Changyi terpana sejenak mendengar pengakuan yang
sangat jujur dari mulut pangeran kecil di depannya. Pangeran Zhu Di
menyukainya? Mimpi apa dia tadi malam?. Namun, sesaat kemudian, kepala Changyi
mengangguk dengan senyum melebar dengan rasa geli bercapur heran.
“Baiklah Yang Mulia. Silahkan Yang Mulia naik ke
bahu hamba” jawab Changyi kemudian.
“Hm!” Pangeran Zhu Di mengangguk senang lalu
berjalan ke arah tembok.
Changyi mengikuti Pangeran Zhu Di dan kemudian,
saat ia telah berada tepat di sisi tembok, remaja berwajah elok itu segera
berlutu kembali di depan Pangeran Zhu Di. Dengan gerakan sigap, sang pangeran
keempat segera naik ke atas bahu Changyi. Changyi sangat bersyukur. Untunglah, ia
telah terbiasa membawa beban berat di bahunya saat di kuil. Kayu bakar dalam
ikatan besar serta tempayan-tempayan berisi air membuatnya bahu dan kedua
kakinya terlatih dengan baik. Nyaris tanpa terasa berat olehnya, Changyi
mengangkat tubuhnya dengan Pangeran Zhu Di di atas bahunya hingga pangeran
keempat bisa mencapai pinggir atas tembok dan naik dengan mudah. Sang pangeran
menoleh ke arah Changyi.
“Ingat apa yang kukatakan?” tanya Pangeran Zhu Di
kemudian. “Kau tidak boleh berlatih sebelum aku datang!”.
Changyi mengangguk dengan senyum di kulum.
“Hamba mengerti Yang Mulia. Hamba akan menunggu
Yang Mulia” jawabnya tegas dan yakin.
Pangeran Zhu Di mengangguk dan melambaikan tangan
kanannya yang mungil sebelum kemudian melompat turun dengan ringan, meninggalkan
Changyi yang masih berdiri mematung dengan wajah yang menyiratkan rasa heran.

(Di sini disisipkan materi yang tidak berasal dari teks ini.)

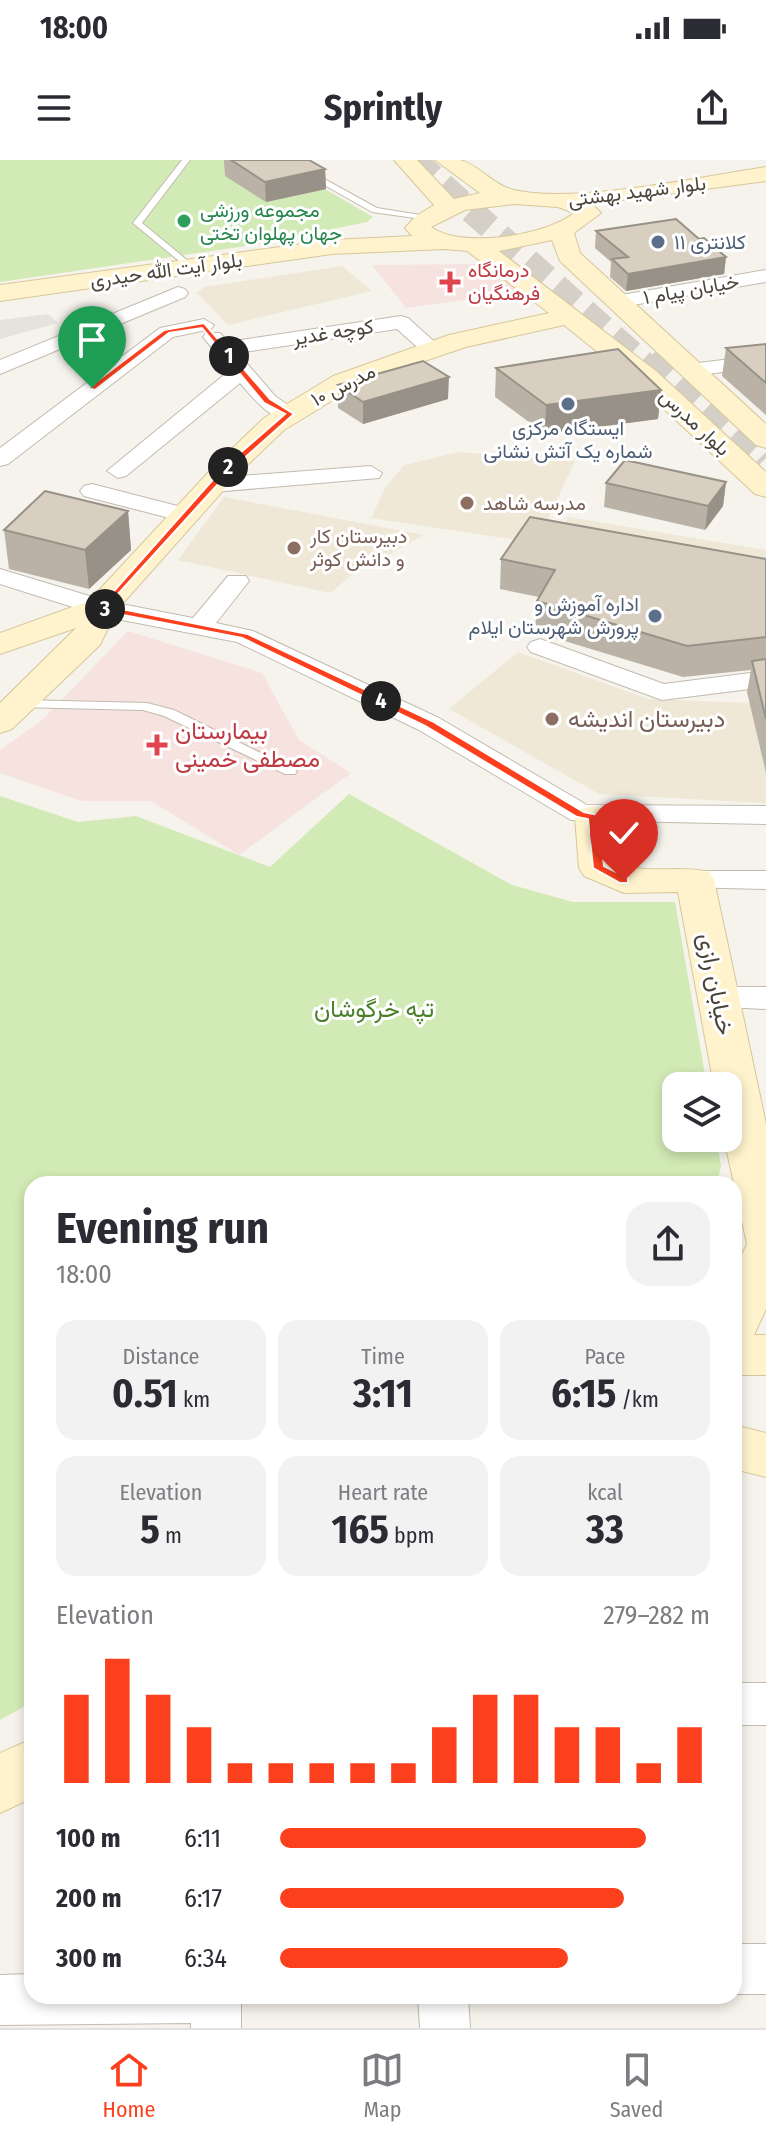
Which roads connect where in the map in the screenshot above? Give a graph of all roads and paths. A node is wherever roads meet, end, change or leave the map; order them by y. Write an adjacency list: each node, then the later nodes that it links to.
1 (186, 160): 14 (lane)
2 (284, 160): 10 (lane)
3 (405, 160): 10 (main road)
4 (446, 160): 7 (main road)
5 (766, 174): 9 (main road, بلوار شهید بهشتی)
6 (766, 190): 9 (main road, بلوار شهید بهشتی)
7 (511, 197): 8 (main road, بلوار شهید بهشتی); 10 (main road, بلوار آیت الله حیدری)
8 (556, 200): 9 (main road, بلوار شهید بهشتی); 11 (main road, بلوار مدرس)
9 (635, 201): 11 (main road, بلوار شهید بهشتی)
10 (434, 215): 12 (main road); 13 (main road, بلوار آیت الله حیدری)
11 (572, 226): 12 (main road, بلوار شهید بهشتی); 18 (main road, بلوار مدرس)
12 (462, 242): 13 (main road, بلوار آیت الله حیدری); 19 (main road, بلوار مدرس)
13 (332, 247): 14 (main road, بلوار آیت الله حیدری)
14 (190, 267): 16 (main road, بلوار آیت الله حیدری); 17 (street)
15 (766, 276): 18 (street, خیابان پیام ۱)
16 (0, 293)
17 (178, 293): 20 (street); 24 (street)
18 (616, 302): 25 (main road, بلوار مدرس)
19 (568, 316): 22 (main road, مدرس ۱۰); 33 (main road, بلوار مدرس)
20 (204, 325): 21 (street); 29 (street)
21 (224, 349): 22 (street, کوچه غدیر); 26 (street)
22 (432, 350): 27 (main road, مدرس ۱۰)
23 (766, 361): 25 (street)
24 (0, 368)
25 (689, 370): 28 (main road, بلوار مدرس)
26 (242, 371): 27 (street); 30 (street)
27 (290, 414): 32 (main road, مدرس ۱۰)
28 (766, 439)
29 (0, 459)
30 (118, 471)
31 (371, 473): 32 (street)
32 (213, 485): 35 (main road, مدرس ۱۰)
33 (766, 488)
34 (92, 491): 35 (street)
35 (185, 515): 38 (main road, مدرس ۱۰)
36 (0, 576): 38 (street)
37 (237, 581): 39 (street)
38 (101, 608): 39 (street); 40 (main road); 43 (main road)
39 (199, 627): 46 (street)
40 (0, 644)
41 (540, 647): 42 (street)
42 (766, 679)
43 (10, 713): 44 (lane)
44 (290, 771)
45 (766, 815): 46 (street)
46 (594, 817): 47 (main road)
47 (695, 880): 48 (street); 49 (main road, خیابان رازی)
48 (766, 880)
49 (718, 998): 50 (street); 51 (main road, خیابان رازی)
50 (766, 998)
51 (756, 1138): 52 (main road, خیابان رازی)
52 (766, 1236)
53 (766, 1253): 54 (main road)
54 (742, 1308)
55 (742, 1355): 56 (main road)
56 (766, 1355)
57 (742, 1704): 58 (street)
58 (766, 1704)
59 (24, 1771): 60 (main road)
60 (0, 1784)
61 (742, 1969): 62 (street)
62 (766, 1969)
63 (0, 2000): 64 (street)
64 (24, 2001)
65 (123, 2004): 67 (street)
66 (444, 2004): 68 (street)
67 (216, 2007)
68 (445, 2028)

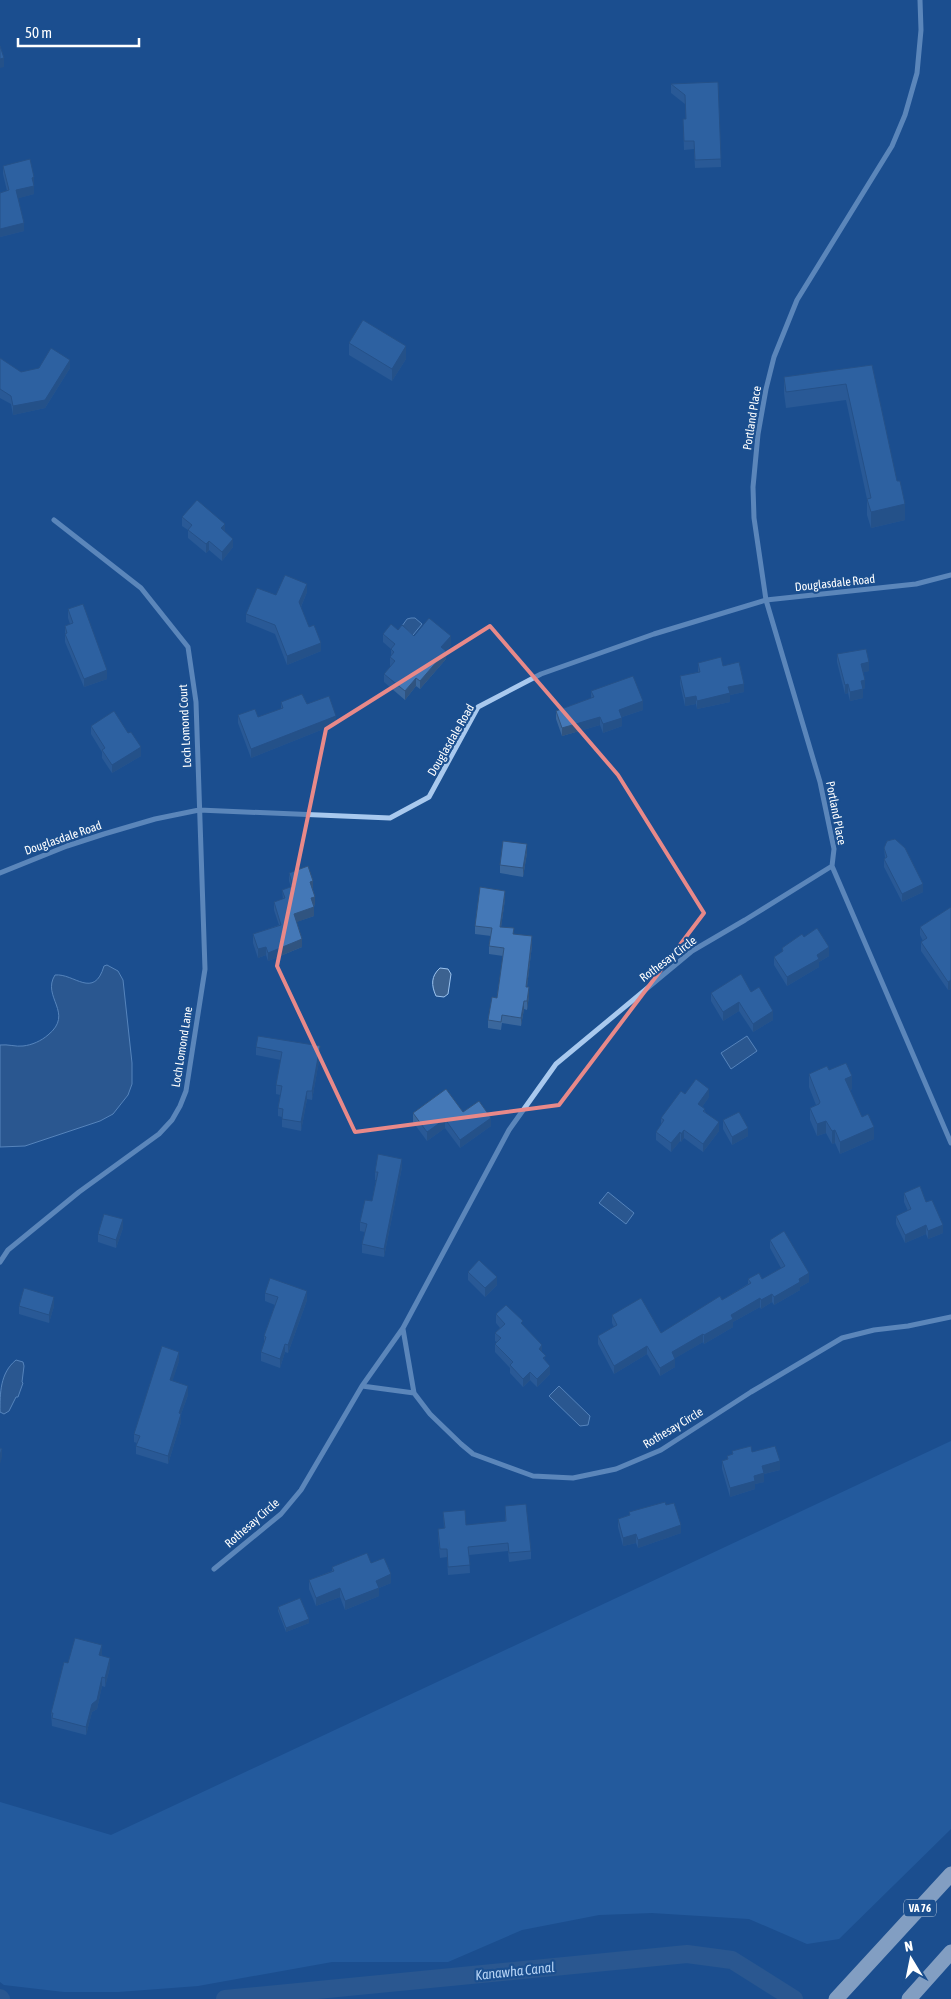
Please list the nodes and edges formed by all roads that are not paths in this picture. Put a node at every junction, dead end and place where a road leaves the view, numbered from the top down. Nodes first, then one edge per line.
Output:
1 (920, 0) edge
2 (54, 520) dead end
3 (951, 575) edge
4 (766, 600) junction
5 (199, 810) junction
6 (832, 866) junction
7 (0, 873) edge
8 (951, 1143) edge
9 (0, 1262) edge
10 (951, 1317) edge
11 (403, 1328) junction
12 (362, 1386) junction
13 (414, 1393) junction
14 (214, 1569) dead end
15 (951, 1874) edge
16 (951, 1952) edge
17 (836, 1999) edge
18 (909, 1999) edge

1 - 4 street, Portland Place
2 - 5 street, Loch Lomond Court
3 - 4 street, Douglasdale Road
4 - 5 street, Douglasdale Road
4 - 6 street, Portland Place
5 - 7 street, Douglasdale Road
5 - 9 street, Loch Lomond Lane
6 - 8 street
6 - 11 street, Rothesay Circle
10 - 13 street, Rothesay Circle
11 - 12 street, Rothesay Circle
11 - 13 street, Rothesay Circle
12 - 13 street
12 - 14 street, Rothesay Circle
15 - 17 highway, VA 76
16 - 18 highway

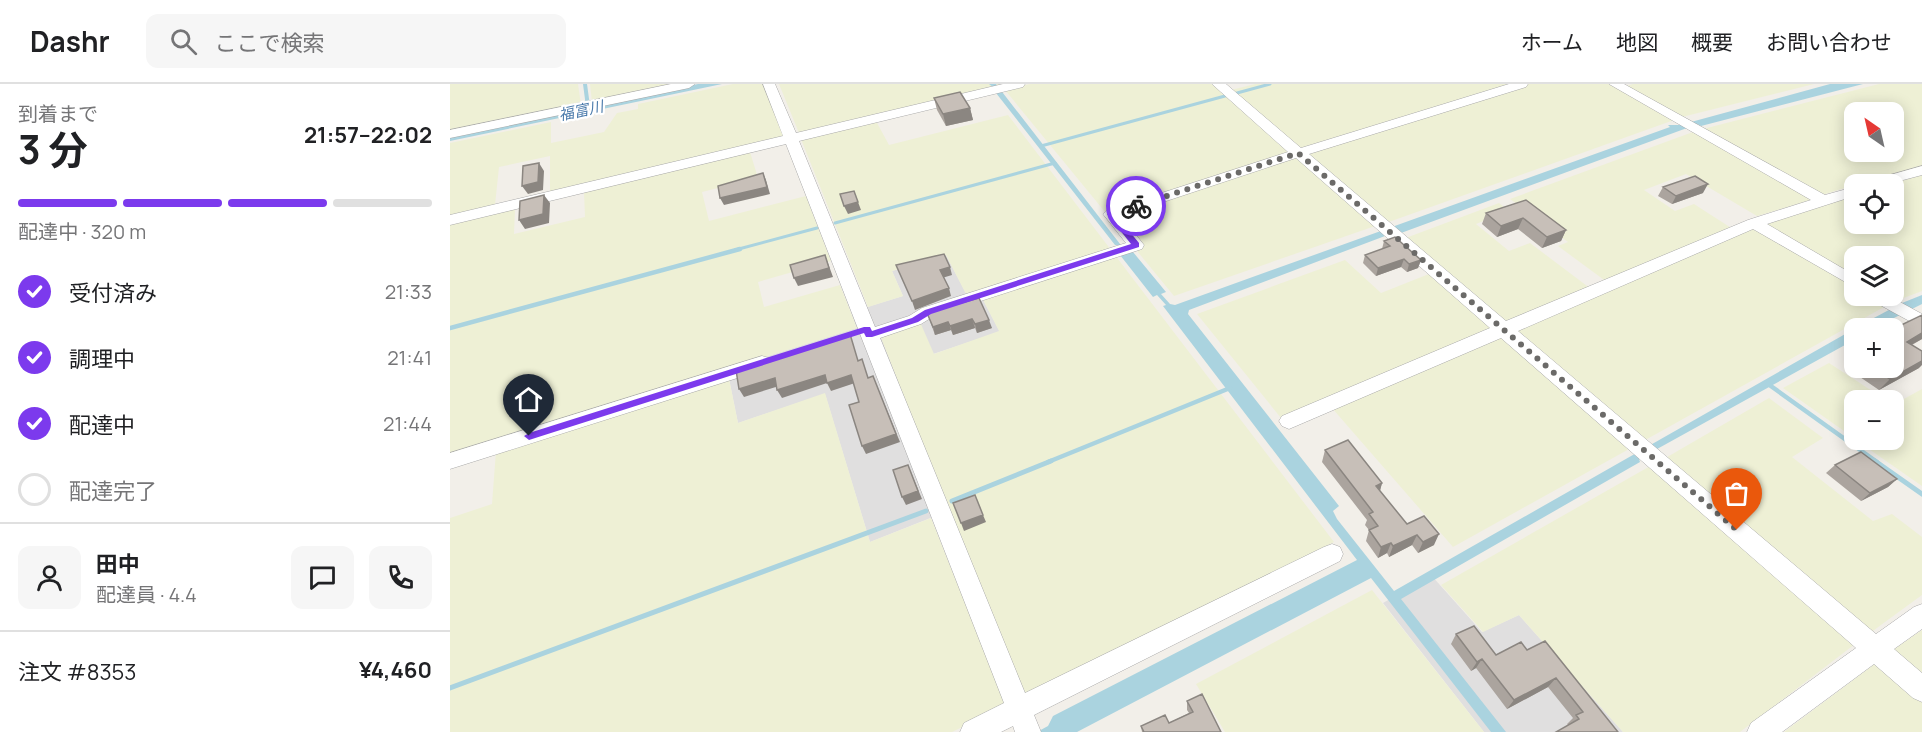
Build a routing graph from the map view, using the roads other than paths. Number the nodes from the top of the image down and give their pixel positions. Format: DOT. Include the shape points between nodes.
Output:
graph roads {
  1 [pos="688,84"];
  2 [pos="769,84"];
  3 [pos="1019,84"];
  4 [pos="1218,84"];
  5 [pos="1522,84"];
  6 [pos="1615,84"];
  7 [pos="450,134"];
  8 [pos="792,139"];
  9 [pos="1298,153"];
  10 [pos="1922,170"];
  11 [pos="1904,175"];
  12 [pos="1844,193"];
  13 [pos="1823,200"];
  14 [pos="450,220"];
  15 [pos="1754,223"];
  16 [pos="1844,276"];
  17 [pos="1894,306"];
  18 [pos="1922,322"];
  19 [pos="1505,330"];
  20 [pos="868,332"];
  21 [pos="844,336"];
  22 [pos="777,358"];
  23 [pos="1289,421"];
  24 [pos="450,461"];
  25 [pos="1332,554"];
  26 [pos="1922,615"];
  27 [pos="1874,648"];
  28 [pos="1922,689"];
  29 [pos="1025,724"];
  30 [pos="973,732"];
  31 [pos="1760,732"];
  1 -- 7 [label="street"];
  2 -- 8 [label="street"];
  3 -- 8 [label="street"];
  4 -- 9 [label="street"];
  5 -- 9 [label="street"];
  6 -- 13 [label="street"];
  8 -- 14 [label="street"];
  8 -- 20 [label="street"];
  9 -- 19 [label="street"];
  9 -- 20 [label="street" via="1111,214 1136,245 928,312 915,320"];
  10 -- 11 [label="street"];
  12 -- 13 [label="street"];
  13 -- 15 [label="street"];
  15 -- 16 [label="street"];
  15 -- 19 [label="street"];
  17 -- 18 [label="street"];
  19 -- 23 [label="street"];
  19 -- 27 [label="street"];
  20 -- 21 [label="street"];
  20 -- 29 [label="street"];
  22 -- 24 [label="street"];
  25 -- 29 [label="street"];
  26 -- 27 [label="street"];
  27 -- 28 [label="street"];
  27 -- 31 [label="street"];
  29 -- 30 [label="street"];
}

Sungguh, hari ini ia datang ke taman ini dengan
suasana hati yang penuh sesak oleh perlakuan-perlakuan buruk dari Fengyin dan
saudara-saudaranya serta kerinduannya pada Chen. Namun, tanpa terduga, ia
justru bertemu dengan sang pangeran yang terkenal dengan julukan mutiara
istana. Lebih mengejutkan lagi karena ternyata Pangeran Zhu Di telah lama
melihatnya berlatih dan ia sama sekali tak menyadarinya. Masih di tambah pengakuan
jujur dari Pangeran Zhu Di bahwa sang pangeran menyukainya.
Changyi menarik nafas panjang. Bagaimanapun,
pertemuannya dengan Pangeran Zhu Di hari ini telah sangat banyak mengurangi
kepenatan hatinya dan bahkan memberinya semangat untuk terus bertahan meski ia
mendapatkan perlakuan yang buruk. Sambil menggelengkan kepalanya, Changyi
melangkah menuju ke arah bangunan sekolah calon prajurit khusus. Wajahnya
terlihat cerah dengan senyum cemerlang yang mempesona.